Ja, ich nehme die JAVA 3D API. Warum fragst DU? Ist das nicht selbstverständlich? Gibt es etwas besseres??

Die Teile in verschiedene TransformGroupes/BranchGroupes stecken, OK. aber ob es funktioniert wäre genau meine Frage ! 

Gruss

raptorrs


----------



## MPW (31. Okt 2005)

Anonymous hat gesagt.:
			
		

> Ja, ich nehme die JAVA 3D API. Warum fragst DU? Ist das nicht selbstverständlich? Gibt es etwas besseres??

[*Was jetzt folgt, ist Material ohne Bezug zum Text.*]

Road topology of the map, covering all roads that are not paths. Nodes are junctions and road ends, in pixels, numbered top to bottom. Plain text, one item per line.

Natürlich gibt's da Alternativen, OpenGL4Java oder wie das heißt, ist eine 1 zu 1 mit ein bisschen Übersetzung von OpenGL in Java, aber Java3D ist halt von sun selber...ich kenne da die Unterschiede nicht genau, da ich das auch nur ganz selten brauche, es gibt meine ich noch mehr/bzw. täte mich nicht wundern.



			
				Anonymous hat gesagt.:
			
		

> Die Teile in verschiedene TransformGroupes/BranchGroupes stecken, OK. aber ob es funktioniert wäre genau meine Frage !



Also, mal sehen, ob ich das noch zusammenkrieg:

In welcher Form hast du denn die einzelnen Objekte aus der Datei, die du geladen hast, vorliegen?
Ich sag' jetzt einfach mal als Shape3D!

So, jetzt baust du dir eine Anzahl von TransformGroup, meinetwegen als array oder so.

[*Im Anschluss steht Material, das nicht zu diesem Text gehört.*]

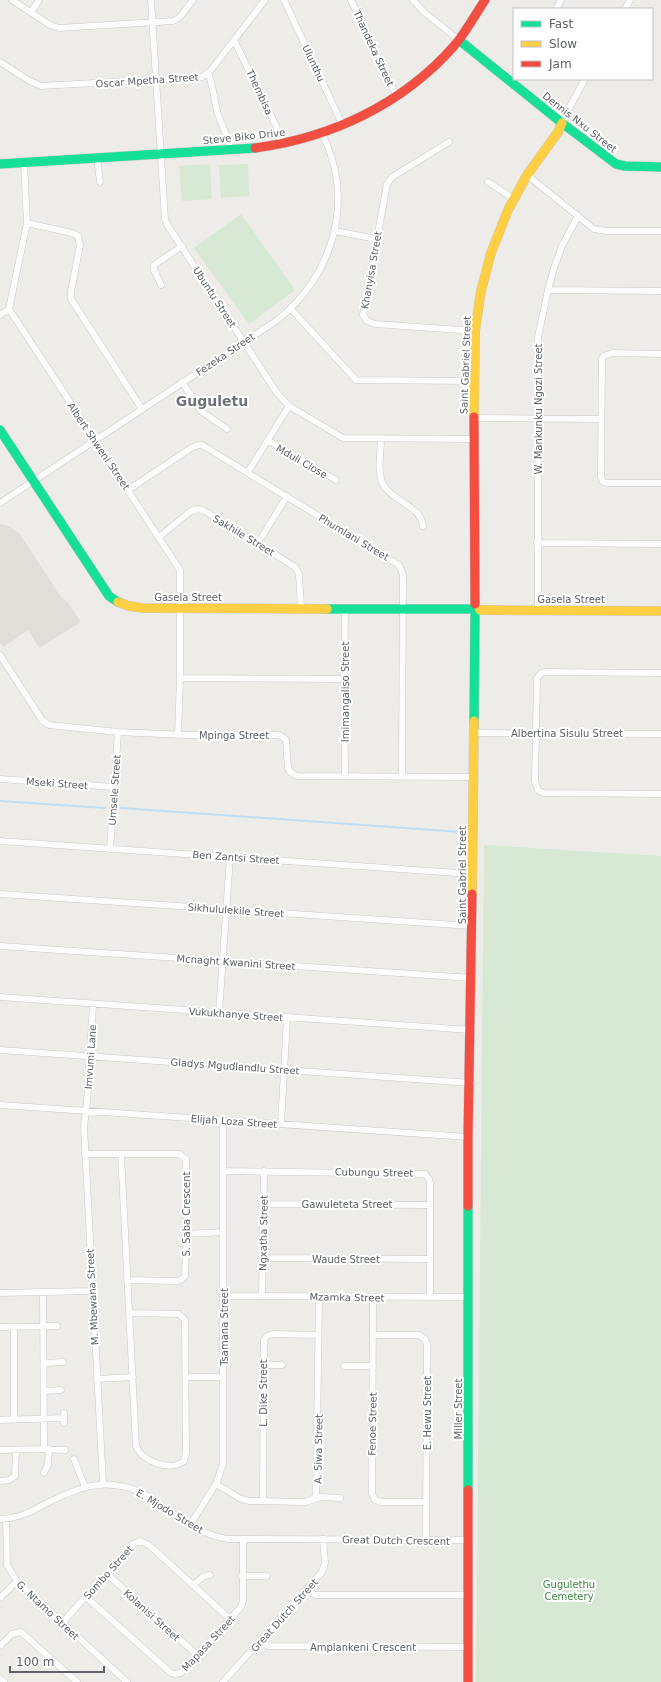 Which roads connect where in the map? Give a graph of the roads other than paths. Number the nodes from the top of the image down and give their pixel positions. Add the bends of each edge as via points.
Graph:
1 (12, 0) edge
2 (39, 0) edge
3 (151, 0) edge
4 (193, 0) edge
5 (264, 0) edge
6 (284, 0) edge
7 (352, 0) edge
8 (413, 0) edge
9 (484, 0) edge
10 (30, 12) junction
11 (153, 23) junction
12 (234, 40) junction
13 (459, 40) junction
14 (0, 62) edge
15 (208, 73) junction
16 (156, 80) junction
17 (513, 80) edge
18 (584, 80) edge
19 (515, 81) edge
20 (397, 96) junction
21 (562, 123) junction
22 (342, 126) junction
23 (322, 134) junction
24 (449, 142) dead end
25 (282, 145) junction
26 (230, 150) junction
27 (160, 154) junction
28 (97, 158) junction
29 (24, 162) junction
30 (0, 164) edge
31 (661, 167) edge
32 (527, 175) junction
33 (100, 182) dead end
34 (488, 182) dead end
35 (514, 199) junction
36 (578, 216) junction
37 (28, 223) junction
38 (335, 231) junction
39 (661, 231) edge
40 (376, 239) junction
41 (182, 246) junction
42 (161, 285) dead end
43 (548, 290) junction
44 (661, 291) edge
45 (9, 309) junction
46 (291, 309) junction
47 (0, 315) edge
48 (475, 331) junction
49 (243, 342) junction
50 (661, 354) edge
51 (474, 381) junction
52 (182, 382) junction
53 (289, 406) junction
54 (142, 409) junction
55 (474, 418) junction
56 (538, 418) junction
57 (601, 419) junction
58 (227, 429) dead end
59 (0, 430) edge
60 (381, 439) junction
61 (474, 439) junction
62 (94, 440) junction
63 (269, 441) junction
64 (248, 472) junction
65 (33, 480) junction
66 (336, 480) dead end
67 (661, 483) edge
68 (128, 490) junction
69 (287, 496) junction
70 (0, 503) edge
71 (423, 526) dead end
72 (159, 537) junction
73 (258, 543) junction
74 (537, 543) junction
75 (661, 544) edge
76 (180, 608) junction
77 (300, 608) junction
78 (345, 609) junction
79 (403, 609) junction
80 (475, 609) junction
81 (538, 610) junction
82 (661, 611) edge
83 (0, 655) edge
84 (661, 673) edge
85 (180, 678) junction
86 (344, 679) junction
87 (118, 732) junction
88 (473, 733) junction
89 (536, 733) junction
90 (661, 734) edge
91 (178, 735) junction
92 (345, 775) junction
93 (402, 776) junction
94 (474, 777) junction
95 (0, 779) edge
96 (114, 787) junction
97 (661, 794) edge
98 (0, 841) edge
99 (110, 849) junction
100 (230, 857) junction
101 (472, 874) junction
102 (0, 894) edge
103 (226, 909) junction
104 (472, 926) junction
105 (0, 946) edge
106 (223, 961) junction
107 (472, 978) junction
108 (0, 997) edge
109 (94, 1004) junction
110 (219, 1012) junction
111 (287, 1018) junction
112 (471, 1030) junction
113 (0, 1050) edge
114 (90, 1056) junction
115 (284, 1069) junction
116 (471, 1083) junction
117 (0, 1105) edge
118 (85, 1110) junction
119 (223, 1120) junction
120 (281, 1124) junction
121 (468, 1137) junction
122 (85, 1154) junction
123 (121, 1154) junction
124 (224, 1171) junction
125 (264, 1171) junction
126 (264, 1204) junction
127 (429, 1205) junction
128 (223, 1232) junction
129 (186, 1234) junction
130 (263, 1258) junction
131 (429, 1259) junction
132 (127, 1280) junction
133 (92, 1291) junction
134 (0, 1293) edge
135 (43, 1293) junction
136 (224, 1296) junction
137 (262, 1296) junction
138 (319, 1296) junction
139 (430, 1296) junction
140 (373, 1297) junction
141 (469, 1297) junction
142 (130, 1313) junction
143 (43, 1326) junction
144 (57, 1326) dead end
145 (0, 1327) edge
146 (14, 1327) junction
147 (318, 1335) junction
148 (374, 1335) junction
149 (63, 1362) dead end
150 (44, 1363) junction
151 (263, 1365) junction
152 (282, 1365) dead end
153 (344, 1366) dead end
154 (373, 1366) junction
155 (133, 1377) junction
156 (187, 1377) junction
157 (223, 1377) junction
158 (97, 1379) junction
159 (61, 1390) dead end
160 (44, 1391) junction
161 (64, 1418) dead end
162 (44, 1419) junction
163 (0, 1420) edge
164 (14, 1420) junction
165 (46, 1449) junction
166 (0, 1450) edge
167 (16, 1450) junction
168 (65, 1450) dead end
169 (74, 1459) dead end
170 (44, 1473) dead end
171 (0, 1481) edge
172 (103, 1484) junction
173 (216, 1484) junction
174 (84, 1487) junction
175 (340, 1498) dead end
176 (314, 1499) junction
177 (263, 1501) junction
178 (426, 1502) junction
179 (3, 1519) edge
180 (190, 1525) junction
181 (323, 1539) junction
182 (243, 1540) junction
183 (468, 1540) junction
184 (426, 1541) junction
185 (107, 1574) junction
186 (210, 1575) dead end
187 (242, 1576) junction
188 (267, 1576) dead end
189 (17, 1581) junction
190 (193, 1585) junction
191 (306, 1590) junction
192 (468, 1595) junction
193 (86, 1597) junction
194 (0, 1598) edge
195 (230, 1619) junction
196 (62, 1623) junction
197 (260, 1641) junction
198 (0, 1646) edge
199 (468, 1647) junction
200 (197, 1655) junction
201 (0, 1679) edge
202 (4, 1682) edge
203 (77, 1682) edge
204 (128, 1682) edge
205 (223, 1682) edge
206 (468, 1682) edge

1 - 10 street
2 - 10 street
3 - 11 street, Ubuntu Street
4 - 11 street via 176,19
5 - 12 street, Oscar Mpetha Street
6 - 22 street, Ulunthu
7 - 20 street, Thandeka Street
8 - 13 street
9 - 13 street, Steve Biko Drive
10 - 11 street via 59,28
11 - 16 street, Ubuntu Street
12 - 15 street, Oscar Mpetha Street
12 - 25 street, Thembisa via 276,126
13 - 17 street, Dennis Nxu Street
13 - 20 street, Steve Biko Drive via 437,64
14 - 16 street, Oscar Mpetha Street via 41,86
15 - 16 street, Oscar Mpetha Street via 202,77
15 - 26 street
16 - 27 street, Ubuntu Street
18 - 21 street
19 - 21 street, Dennis Nxu Street
20 - 22 street, Steve Biko Drive via 371,113
21 - 31 street, Dennis Nxu Street via 620,166
21 - 32 street, Saint Gabriel Street
22 - 23 street, Steve Biko Drive
23 - 25 street, Steve Biko Drive
23 - 38 street, Fezeka Street via 328,148 337,189
24 - 40 street, Khanyisa Street via 389,180
25 - 26 street, Steve Biko Drive
26 - 27 street, Steve Biko Drive
27 - 28 street, Steve Biko Drive
27 - 41 street, Ubuntu Street via 165,219
28 - 29 street, Steve Biko Drive
28 - 33 street
29 - 30 street, Steve Biko Drive
29 - 37 street
32 - 35 street, Saint Gabriel Street
32 - 36 street
34 - 35 street
35 - 48 street, Saint Gabriel Street via 491,253 481,291
36 - 39 street via 599,230
36 - 43 street, W. Mankunku Ngozi Street via 562,246
37 - 45 street
37 - 54 street via 78,236 80,245 71,299
38 - 40 street
38 - 46 street, Fezeka Street via 317,275
40 - 48 street, Khanyisa Street via 363,310 367,321 375,324
41 - 42 street via 154,265
41 - 49 street, Ubuntu Street
43 - 44 street
43 - 56 street, W. Mankunku Ngozi Street via 538,337
45 - 47 street
45 - 62 street, Albert Shweni Street
46 - 49 street, Fezeka Street
46 - 51 street via 356,380
48 - 51 street, Saint Gabriel Street
49 - 52 street, Fezeka Street
49 - 53 street, Ubuntu Street via 277,393
50 - 57 street via 612,353 603,357
51 - 55 street, Saint Gabriel Street
52 - 54 street, Fezeka Street
52 - 58 street via 201,411
53 - 60 street, Ubuntu Street via 342,438
53 - 63 street
54 - 62 street, Fezeka Street
55 - 56 street
55 - 61 street, Saint Gabriel Street
56 - 57 street
56 - 74 street, W. Mankunku Ngozi Street
57 - 67 street via 603,482
59 - 65 street, Gasela Street
60 - 61 street, Ubuntu Street
60 - 71 street via 382,482 390,493 420,517
61 - 80 street, Saint Gabriel Street
62 - 65 street, Fezeka Street
62 - 68 street, Albert Shweni Street
63 - 64 street
63 - 66 street, Mduli Close
64 - 68 street, Phumlani Street via 207,447 198,445
64 - 69 street, Phumlani Street
65 - 70 street, Fezeka Street
65 - 76 street, Gasela Street via 109,596 118,604 130,607
68 - 72 street, Albert Shweni Street
69 - 73 street
69 - 79 street, Phumlani Street via 399,565 402,571
72 - 73 street, Sakhile Street via 198,509
72 - 76 street, Albert Shweni Street via 180,570
73 - 77 street, Sakhile Street via 297,570
74 - 75 street
74 - 81 street, W. Mankunku Ngozi Street
76 - 77 street, Gasela Street
76 - 85 street, Albert Shweni Street
77 - 78 street, Gasela Street
78 - 79 street, Gasela Street
78 - 86 street, Imimangaliso Street
79 - 80 street, Gasela Street
79 - 93 street, Phumlani Street
80 - 81 street, Gasela Street
80 - 88 street, Saint Gabriel Street
81 - 82 street, Gasela Street
83 - 87 street, Mpinga Street via 46,724
84 - 89 street via 541,673 537,678
85 - 86 street
85 - 91 street, Albert Shweni Street
86 - 92 street, Imimangaliso Street
87 - 91 street, Mpinga Street
87 - 96 street, Umsele Street
88 - 89 street, Albertina Sisulu Street
88 - 94 street, Saint Gabriel Street
89 - 90 street, Albertina Sisulu Street
89 - 97 street via 535,781 538,790 547,793
91 - 92 street, Mpinga Street via 281,736 286,740 288,765 293,774
92 - 93 street, Mpinga Street
93 - 94 street, Mpinga Street
94 - 101 street, Saint Gabriel Street
95 - 96 street, Mseki Street
96 - 99 street, Umsele Street
98 - 99 street, Ben Zantsi Street
99 - 100 street, Ben Zantsi Street
100 - 101 street, Ben Zantsi Street
100 - 103 street
101 - 104 street, Saint Gabriel Street
102 - 103 street, Sikhululekile Street
103 - 104 street, Sikhululekile Street
103 - 106 street
104 - 107 street, Saint Gabriel Street
105 - 106 street, Mcnaght Kwanini Street
106 - 107 street, Mcnaght Kwanini Street
106 - 110 street
107 - 112 street, Saint Gabriel Street
108 - 109 street, Vukukhanye Street
109 - 110 street, Vukukhanye Street
109 - 114 street, Imvumi Lane
110 - 111 street, Vukukhanye Street
111 - 112 street, Vukukhanye Street
111 - 115 street
112 - 116 street, Saint Gabriel Street
113 - 114 street, Gladys Mgudlandlu Street
114 - 115 street, Gladys Mgudlandlu Street
114 - 118 street, Imvumi Lane
115 - 116 street, Gladys Mgudlandlu Street
115 - 120 street
116 - 121 street, Saint Gabriel Street
117 - 118 street, Elijah Loza Street
118 - 119 street, Elijah Loza Street
118 - 122 street, M. Mbewana Street
119 - 120 street, Elijah Loza Street
119 - 124 street, Tsamana Street
120 - 121 street, Elijah Loza Street
121 - 141 street, Miller Street
122 - 123 street, S. Saba Crescent
122 - 133 street, M. Mbewana Street
123 - 129 street, S. Saba Crescent via 179,1154 184,1157 187,1167
123 - 132 street
124 - 125 street, Cubungu Street
124 - 128 street, Tsamana Street
125 - 126 street, Ngxatha Street
125 - 127 street, Cubungu Street via 423,1173 430,1181
126 - 127 street, Gawuleteta Street
126 - 130 street, Ngxatha Street
127 - 131 street, Cubungu Street
128 - 129 street
128 - 136 street, Tsamana Street
129 - 132 street, S. Saba Crescent via 184,1278 177,1281
130 - 131 street, Waude Street
130 - 137 street, Ngxatha Street
131 - 139 street, Cubungu Street
132 - 142 street
133 - 135 street
133 - 158 street, M. Mbewana Street
134 - 135 street
135 - 143 street
136 - 137 street, Mzamka Street
136 - 157 street, Tsamana Street
137 - 138 street, Mzamka Street
138 - 140 street, Mzamka Street
138 - 147 street, A. Siwa Street
139 - 140 street, Mzamka Street
139 - 141 street, Mzamka Street
140 - 148 street, Fenoe Street
141 - 183 street, Miller Street
142 - 155 street
142 - 156 street via 179,1314 184,1317
143 - 144 street
143 - 146 street
143 - 150 street
145 - 146 street
146 - 164 street
147 - 151 street, L. Dike Street via 267,1336 264,1343
147 - 176 street, A. Siwa Street via 317,1490
148 - 154 street, Fenoe Street
148 - 178 street, E. Hewu Street via 416,1335 427,1341
149 - 150 street
150 - 160 street
151 - 152 street
151 - 177 street, L. Dike Street
153 - 154 street
154 - 178 street, Fenoe Street via 373,1496 382,1502
155 - 156 street via 137,1448 151,1460 171,1466 180,1464 186,1458
155 - 158 street
156 - 157 street
157 - 173 street, Tsamana Street via 223,1464
158 - 172 street, M. Mbewana Street
159 - 160 street
160 - 162 street
161 - 162 street
162 - 164 street
162 - 165 street
163 - 164 street
165 - 167 street
165 - 168 street
165 - 170 street via 48,1465
166 - 167 street
167 - 171 street via 15,1476
169 - 174 street
172 - 174 street, E. Mjodo Street
172 - 180 street, E. Mjodo Street via 120,1485 140,1492
173 - 177 street, A. Siwa Street via 241,1498
173 - 180 street, Tsamana Street
174 - 179 street, E. Mjodo Street via 29,1513
175 - 176 street via 321,1496
176 - 177 street, A. Siwa Street via 305,1502
178 - 184 street, E. Hewu Street
179 - 189 street, G. Ntamo Street via 7,1565
180 - 182 street, E. Mjodo Street via 215,1537
181 - 182 street, E. Mjodo Street
181 - 184 street, Great Dutch Crescent
181 - 191 street, Great Dutch Street via 324,1566
182 - 187 street, Mapasa Street
183 - 184 street, Great Dutch Crescent
183 - 192 street, Miller Street
185 - 190 street, Sombo Street via 133,1544 140,1541 149,1545
185 - 193 street, Sombo Street
185 - 200 street, Kolanisi Street
186 - 190 street via 204,1576
187 - 188 street
187 - 195 street, Mapasa Street via 242,1605
189 - 194 street
189 - 196 street, G. Ntamo Street
190 - 195 street, Sombo Street
191 - 192 street via 315,1595
191 - 197 street, Great Dutch Street
192 - 199 street, Miller Street
193 - 196 street, Sombo Street
193 - 200 street, Mapasa Street via 171,1673 181,1673
195 - 200 street, Mapasa Street
196 - 204 street, G. Ntamo Street
197 - 199 street, Amplankeni Crescent via 268,1646
197 - 205 street, Great Dutch Street
198 - 203 street via 12,1634 21,1632
199 - 206 street, Miller Street
201 - 202 street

Nun kann st du diese mit Transform3D in den drei Achsenberechen verschieben, um sie richtig anzuordnen, sofern du das nicht schon gemacht hast, oder dies beim einlesen automatisch passiert...

Du könntest eine TransformGroup für die ganzen statischen Teile machen, die beweglichen sollten eine eigene haben.

Nun krallst du dir einen RotationInterpolar und ein Alpha und move it baby!

Wie jetzt der Code aussehen muss - da bin ich überfragt, hab' das schon seit 1 Jahr nicht mehr gemacht....guck am Besten in ein Toturial oder so....

[edit:] Beim nochmaligen durchlesen und der Frage, wie genau du das machen musst, kam mir die Frage auf:

Du weißt aber schon, wie man einen Scenegraphen aus verschiedenen Branch- und TransformGroups aufbaut, oder?
Du musst die einzelnen Objekte adden, so dass es eine Baumstruktur ergibt!


----------